DATASET ENTRIES:
━━━━

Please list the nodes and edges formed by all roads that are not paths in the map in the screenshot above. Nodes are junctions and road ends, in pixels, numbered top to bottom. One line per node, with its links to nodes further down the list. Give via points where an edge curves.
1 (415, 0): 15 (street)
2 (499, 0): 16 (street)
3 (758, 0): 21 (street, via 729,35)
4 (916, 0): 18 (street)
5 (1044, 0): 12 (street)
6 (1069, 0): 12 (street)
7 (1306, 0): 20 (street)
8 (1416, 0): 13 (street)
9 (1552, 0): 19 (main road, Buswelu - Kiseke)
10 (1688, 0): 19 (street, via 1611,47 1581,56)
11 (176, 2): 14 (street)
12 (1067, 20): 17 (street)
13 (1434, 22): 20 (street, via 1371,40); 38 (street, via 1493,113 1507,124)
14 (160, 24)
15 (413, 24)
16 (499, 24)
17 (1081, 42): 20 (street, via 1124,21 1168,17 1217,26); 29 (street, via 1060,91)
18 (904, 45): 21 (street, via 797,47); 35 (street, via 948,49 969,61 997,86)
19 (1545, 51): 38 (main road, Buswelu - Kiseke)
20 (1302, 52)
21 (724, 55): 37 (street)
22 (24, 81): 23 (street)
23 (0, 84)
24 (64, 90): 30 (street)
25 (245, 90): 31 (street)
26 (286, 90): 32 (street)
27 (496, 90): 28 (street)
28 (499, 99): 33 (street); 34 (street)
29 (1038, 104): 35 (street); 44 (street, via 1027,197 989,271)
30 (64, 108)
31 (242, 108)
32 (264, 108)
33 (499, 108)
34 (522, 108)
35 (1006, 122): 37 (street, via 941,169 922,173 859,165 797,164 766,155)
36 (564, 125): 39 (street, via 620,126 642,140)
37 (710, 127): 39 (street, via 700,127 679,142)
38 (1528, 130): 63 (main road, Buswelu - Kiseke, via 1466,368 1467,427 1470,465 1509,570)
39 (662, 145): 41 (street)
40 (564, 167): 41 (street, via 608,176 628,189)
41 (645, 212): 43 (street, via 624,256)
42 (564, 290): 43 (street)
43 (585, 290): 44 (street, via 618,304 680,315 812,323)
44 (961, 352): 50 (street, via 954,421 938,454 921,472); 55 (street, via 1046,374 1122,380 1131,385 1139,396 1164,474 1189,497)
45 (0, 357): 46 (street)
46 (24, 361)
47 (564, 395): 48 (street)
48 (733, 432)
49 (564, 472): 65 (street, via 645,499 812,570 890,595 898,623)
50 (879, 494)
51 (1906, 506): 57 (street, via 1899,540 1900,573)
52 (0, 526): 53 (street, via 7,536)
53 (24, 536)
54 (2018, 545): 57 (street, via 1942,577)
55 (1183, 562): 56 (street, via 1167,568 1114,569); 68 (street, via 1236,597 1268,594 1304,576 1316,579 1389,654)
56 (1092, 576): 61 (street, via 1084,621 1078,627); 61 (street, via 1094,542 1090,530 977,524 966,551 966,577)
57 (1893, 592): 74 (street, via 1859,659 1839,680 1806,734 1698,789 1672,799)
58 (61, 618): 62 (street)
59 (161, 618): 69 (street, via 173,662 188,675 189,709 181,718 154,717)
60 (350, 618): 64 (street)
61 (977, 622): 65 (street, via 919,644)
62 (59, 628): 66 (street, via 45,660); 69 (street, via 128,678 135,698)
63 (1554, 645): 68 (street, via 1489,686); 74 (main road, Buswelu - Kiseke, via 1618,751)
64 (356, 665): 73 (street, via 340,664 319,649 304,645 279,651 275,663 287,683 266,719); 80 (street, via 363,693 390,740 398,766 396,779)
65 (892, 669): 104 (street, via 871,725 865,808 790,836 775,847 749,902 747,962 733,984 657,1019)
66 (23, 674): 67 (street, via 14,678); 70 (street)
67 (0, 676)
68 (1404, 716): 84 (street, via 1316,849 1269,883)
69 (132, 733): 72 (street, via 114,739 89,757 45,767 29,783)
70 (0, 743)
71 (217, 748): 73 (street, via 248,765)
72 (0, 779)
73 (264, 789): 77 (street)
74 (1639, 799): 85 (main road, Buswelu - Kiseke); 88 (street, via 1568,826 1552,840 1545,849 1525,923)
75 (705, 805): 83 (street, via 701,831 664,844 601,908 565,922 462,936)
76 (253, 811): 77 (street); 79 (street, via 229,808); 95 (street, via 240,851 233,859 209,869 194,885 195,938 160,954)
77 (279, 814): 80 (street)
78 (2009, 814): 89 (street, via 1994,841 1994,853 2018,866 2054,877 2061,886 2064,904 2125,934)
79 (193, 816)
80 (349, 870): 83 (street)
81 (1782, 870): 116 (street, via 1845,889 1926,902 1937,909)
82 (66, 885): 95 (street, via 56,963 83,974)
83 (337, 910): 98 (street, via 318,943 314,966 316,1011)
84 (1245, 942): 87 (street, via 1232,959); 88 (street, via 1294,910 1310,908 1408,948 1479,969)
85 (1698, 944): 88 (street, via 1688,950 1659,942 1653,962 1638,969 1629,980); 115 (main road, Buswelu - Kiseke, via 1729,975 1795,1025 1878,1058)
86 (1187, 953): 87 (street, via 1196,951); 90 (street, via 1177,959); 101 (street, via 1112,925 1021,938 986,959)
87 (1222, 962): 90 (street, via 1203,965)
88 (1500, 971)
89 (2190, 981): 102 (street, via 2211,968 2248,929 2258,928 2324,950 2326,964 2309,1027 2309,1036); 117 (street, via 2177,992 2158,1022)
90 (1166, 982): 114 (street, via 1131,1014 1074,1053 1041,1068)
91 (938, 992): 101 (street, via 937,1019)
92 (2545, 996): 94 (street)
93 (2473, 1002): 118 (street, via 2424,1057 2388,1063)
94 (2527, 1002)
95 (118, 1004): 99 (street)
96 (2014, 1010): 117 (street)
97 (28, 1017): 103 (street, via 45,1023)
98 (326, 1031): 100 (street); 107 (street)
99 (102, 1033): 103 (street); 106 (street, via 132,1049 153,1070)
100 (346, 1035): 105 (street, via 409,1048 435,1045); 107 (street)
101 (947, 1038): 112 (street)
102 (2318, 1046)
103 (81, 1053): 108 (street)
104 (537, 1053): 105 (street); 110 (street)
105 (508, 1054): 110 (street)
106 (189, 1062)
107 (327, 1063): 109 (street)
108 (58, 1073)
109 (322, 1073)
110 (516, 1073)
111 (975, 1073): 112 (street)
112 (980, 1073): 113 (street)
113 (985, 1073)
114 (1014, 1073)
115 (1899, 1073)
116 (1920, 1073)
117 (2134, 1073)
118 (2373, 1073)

━━━━

TASK TO CARRY OUT: Would you restate every record word for word?

FINAL ANSWER:
Please list the nodes and edges formed by all roads that are not paths in the map in the screenshot above. Nodes are junctions and road ends, in pixels, numbered top to bottom. One line per node, with its links to nodes further down the list. Give via points where an edge curves.
1 (415, 0): 15 (street)
2 (499, 0): 16 (street)
3 (758, 0): 21 (street, via 729,35)
4 (916, 0): 18 (street)
5 (1044, 0): 12 (street)
6 (1069, 0): 12 (street)
7 (1306, 0): 20 (street)
8 (1416, 0): 13 (street)
9 (1552, 0): 19 (main road, Buswelu - Kiseke)
10 (1688, 0): 19 (street, via 1611,47 1581,56)
11 (176, 2): 14 (street)
12 (1067, 20): 17 (street)
13 (1434, 22): 20 (street, via 1371,40); 38 (street, via 1493,113 1507,124)
14 (160, 24)
15 (413, 24)
16 (499, 24)
17 (1081, 42): 20 (street, via 1124,21 1168,17 1217,26); 29 (street, via 1060,91)
18 (904, 45): 21 (street, via 797,47); 35 (street, via 948,49 969,61 997,86)
19 (1545, 51): 38 (main road, Buswelu - Kiseke)
20 (1302, 52)
21 (724, 55): 37 (street)
22 (24, 81): 23 (street)
23 (0, 84)
24 (64, 90): 30 (street)
25 (245, 90): 31 (street)
26 (286, 90): 32 (street)
27 (496, 90): 28 (street)
28 (499, 99): 33 (street); 34 (street)
29 (1038, 104): 35 (street); 44 (street, via 1027,197 989,271)
30 (64, 108)
31 (242, 108)
32 (264, 108)
33 (499, 108)
34 (522, 108)
35 (1006, 122): 37 (street, via 941,169 922,173 859,165 797,164 766,155)
36 (564, 125): 39 (street, via 620,126 642,140)
37 (710, 127): 39 (street, via 700,127 679,142)
38 (1528, 130): 63 (main road, Buswelu - Kiseke, via 1466,368 1467,427 1470,465 1509,570)
39 (662, 145): 41 (street)
40 (564, 167): 41 (street, via 608,176 628,189)
41 (645, 212): 43 (street, via 624,256)
42 (564, 290): 43 (street)
43 (585, 290): 44 (street, via 618,304 680,315 812,323)
44 (961, 352): 50 (street, via 954,421 938,454 921,472); 55 (street, via 1046,374 1122,380 1131,385 1139,396 1164,474 1189,497)
45 (0, 357): 46 (street)
46 (24, 361)
47 (564, 395): 48 (street)
48 (733, 432)
49 (564, 472): 65 (street, via 645,499 812,570 890,595 898,623)
50 (879, 494)
51 (1906, 506): 57 (street, via 1899,540 1900,573)
52 (0, 526): 53 (street, via 7,536)
53 (24, 536)
54 (2018, 545): 57 (street, via 1942,577)
55 (1183, 562): 56 (street, via 1167,568 1114,569); 68 (street, via 1236,597 1268,594 1304,576 1316,579 1389,654)
56 (1092, 576): 61 (street, via 1084,621 1078,627); 61 (street, via 1094,542 1090,530 977,524 966,551 966,577)
57 (1893, 592): 74 (street, via 1859,659 1839,680 1806,734 1698,789 1672,799)
58 (61, 618): 62 (street)
59 (161, 618): 69 (street, via 173,662 188,675 189,709 181,718 154,717)
60 (350, 618): 64 (street)
61 (977, 622): 65 (street, via 919,644)
62 (59, 628): 66 (street, via 45,660); 69 (street, via 128,678 135,698)
63 (1554, 645): 68 (street, via 1489,686); 74 (main road, Buswelu - Kiseke, via 1618,751)
64 (356, 665): 73 (street, via 340,664 319,649 304,645 279,651 275,663 287,683 266,719); 80 (street, via 363,693 390,740 398,766 396,779)
65 (892, 669): 104 (street, via 871,725 865,808 790,836 775,847 749,902 747,962 733,984 657,1019)
66 (23, 674): 67 (street, via 14,678); 70 (street)
67 (0, 676)
68 (1404, 716): 84 (street, via 1316,849 1269,883)
69 (132, 733): 72 (street, via 114,739 89,757 45,767 29,783)
70 (0, 743)
71 (217, 748): 73 (street, via 248,765)
72 (0, 779)
73 (264, 789): 77 (street)
74 (1639, 799): 85 (main road, Buswelu - Kiseke); 88 (street, via 1568,826 1552,840 1545,849 1525,923)
75 (705, 805): 83 (street, via 701,831 664,844 601,908 565,922 462,936)
76 (253, 811): 77 (street); 79 (street, via 229,808); 95 (street, via 240,851 233,859 209,869 194,885 195,938 160,954)
77 (279, 814): 80 (street)
78 (2009, 814): 89 (street, via 1994,841 1994,853 2018,866 2054,877 2061,886 2064,904 2125,934)
79 (193, 816)
80 (349, 870): 83 (street)
81 (1782, 870): 116 (street, via 1845,889 1926,902 1937,909)
82 (66, 885): 95 (street, via 56,963 83,974)
83 (337, 910): 98 (street, via 318,943 314,966 316,1011)
84 (1245, 942): 87 (street, via 1232,959); 88 (street, via 1294,910 1310,908 1408,948 1479,969)
85 (1698, 944): 88 (street, via 1688,950 1659,942 1653,962 1638,969 1629,980); 115 (main road, Buswelu - Kiseke, via 1729,975 1795,1025 1878,1058)
86 (1187, 953): 87 (street, via 1196,951); 90 (street, via 1177,959); 101 (street, via 1112,925 1021,938 986,959)
87 (1222, 962): 90 (street, via 1203,965)
88 (1500, 971)
89 (2190, 981): 102 (street, via 2211,968 2248,929 2258,928 2324,950 2326,964 2309,1027 2309,1036); 117 (street, via 2177,992 2158,1022)
90 (1166, 982): 114 (street, via 1131,1014 1074,1053 1041,1068)
91 (938, 992): 101 (street, via 937,1019)
92 (2545, 996): 94 (street)
93 (2473, 1002): 118 (street, via 2424,1057 2388,1063)
94 (2527, 1002)
95 (118, 1004): 99 (street)
96 (2014, 1010): 117 (street)
97 (28, 1017): 103 (street, via 45,1023)
98 (326, 1031): 100 (street); 107 (street)
99 (102, 1033): 103 (street); 106 (street, via 132,1049 153,1070)
100 (346, 1035): 105 (street, via 409,1048 435,1045); 107 (street)
101 (947, 1038): 112 (street)
102 (2318, 1046)
103 (81, 1053): 108 (street)
104 (537, 1053): 105 (street); 110 (street)
105 (508, 1054): 110 (street)
106 (189, 1062)
107 (327, 1063): 109 (street)
108 (58, 1073)
109 (322, 1073)
110 (516, 1073)
111 (975, 1073): 112 (street)
112 (980, 1073): 113 (street)
113 (985, 1073)
114 (1014, 1073)
115 (1899, 1073)
116 (1920, 1073)
117 (2134, 1073)
118 (2373, 1073)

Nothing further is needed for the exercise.